No podía el obispo desear otro más oportuno remedio y celeste alivio para tantos males que oprimían a su rebaño en su Iglesia sino aquel que veía ser un siervo fiel y piadoso de Dios. No tardó a tenerlo a su alcance, pero para gozar de esta luz lo expuso al gobierno de toda su diócesis, y constituyéndolo vicario general suyo le puso sobre sus hombros la administración y gobierno de ella, con toda absoluta potestad, para suplirle en todo aquello que él no podía a causa de su edad y poca salud. José, que ya tenía muertos los ojos al mundo y estaba cerrado de hecho al viento, y al mismo tiempo huía de la adulación y aborrecía la ambición, como quien tiene su mente fijada en la disposición divina, sólo se complacía de pensar que esta fuese la voluntad de Dios, y que tenía que cumplirla. Disfrutaba al pensar que sus esfuerzos y los trabajos que hacía eran conformes al gusto de Dios, pues estaba cierto y seguro de su ayuda, de quien venía su espíritu de amor, pero con humilde sentimiento, y nunca con fingida apariencia. Pidiéndole que le diera un buen corazón, y su asistencia, dobló el cuello al mandato de su obispo como si fuera el de Dios.

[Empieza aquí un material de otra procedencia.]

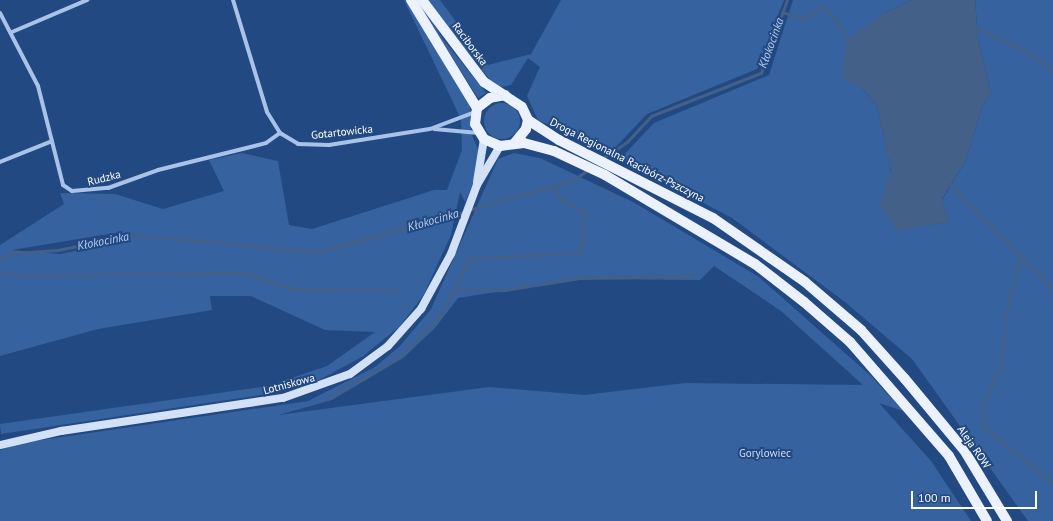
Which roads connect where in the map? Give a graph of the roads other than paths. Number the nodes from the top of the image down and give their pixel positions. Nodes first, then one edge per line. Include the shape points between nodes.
1 (87, 0) edge
2 (232, 0) edge
3 (412, 0) edge
4 (422, 0) edge
5 (0, 13) edge
6 (12, 32) junction
7 (505, 95) junction
8 (476, 110) junction
9 (528, 120) junction
10 (430, 129) junction
11 (280, 133) junction
12 (482, 136) junction
13 (52, 141) junction
14 (514, 144) junction
15 (500, 146) junction
16 (0, 162) edge
17 (477, 185) junction
18 (946, 428) joint
19 (0, 445) edge
20 (987, 521) edge
21 (1007, 521) edge

1 - 6 street
2 - 11 street, Gotartowicka via 267,112
3 - 8 main road
4 - 7 main road, Raciborska via 484,82
5 - 6 street, Rudzka
6 - 13 street, Rudzka via 38,86
7 - 8 main road via 490,98
7 - 9 main road via 519,103
8 - 10 street, Gotartowicka
8 - 12 main road
9 - 14 main road via 526,129
9 - 18 main road, Droga Regionalna Racibórz-Pszczyna via 713,218 805,282 861,330
10 - 11 street, Gotartowicka via 319,146 298,144
10 - 12 street, Gotartowicka
11 - 13 street, Rudzka via 266,143 195,160 88,192 72,191 63,185
12 - 15 main road
12 - 17 main road, Lotniskowa
13 - 16 street
14 - 15 main road
14 - 20 main road via 528,143 605,176 755,264 804,302 850,342 949,456
15 - 17 main road, Lotniskowa
17 - 19 main road, Lotniskowa via 459,233 430,295 412,322 374,357 336,381 267,402 62,431
18 - 21 main road, Aleja ROW via 964,450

No hay mayor caridad que exponer la vida por la salvación de las almas y padecer por Cristo. No quiso José resistir a la divina voluntad, pues ya sabía que Él sabe bien todo lo que hace por su gloria y nuestra salvación; queriéndonos más perfectos y más santos nos expone a los trabajos y peligros del mundo, en los cuales no nos deja sin su ayuda, para llevar a cabo aquello, para mayor servicio suyo y salvación de nuestras almas, que compró con su sangre, y a ello se rindió pronto este siervo suyo. No fue diferente de lo que ocurrió en los montes Pirineos, pero de mayor importancia, pues comprendía toda la diócesis, en la cual no habiéndose regulado ninguna asistencia de gobierno oportuno por espacio de muchos años, se caminaba por toda ella sin freno y sin ley, porque cada cual tenía su alma puesta en el dinero, y la vendía por interés. No se negociaba sino con engaño, y la adquisición de ganancias, ilícitas o manchadas por la usura, era cosa común para todos en las tinieblas de la noche. No se distinguía lo sacro de lo profano, lo espiritual de lo temporal; quien tenía el dinero, adquiría el poder. Las personas se habían convertido en animales inmundos por la lujuria, y se consideraba más satisfecho el que se revolcaba en la basura a todas horas entre la inmundicia. Así corría el seglar, así gruñían el consagrado y el eclesiástico miserablemente en el fango y la basuras abominables de Sodoma y Gomorra, estando privados de sentido y sin razón en la sensualidad. Nadie frecuentaba las iglesias, estaba oscurecido el culto divino y las iglesias poco menos que profanadas sin el debido servicio, decoro y ornamentos de los altares. Había decaído la obligación de asistir al coro, y la manera como se celebraban las misas. Cuando se enteró el Vicario, se deshizo en lágrimas.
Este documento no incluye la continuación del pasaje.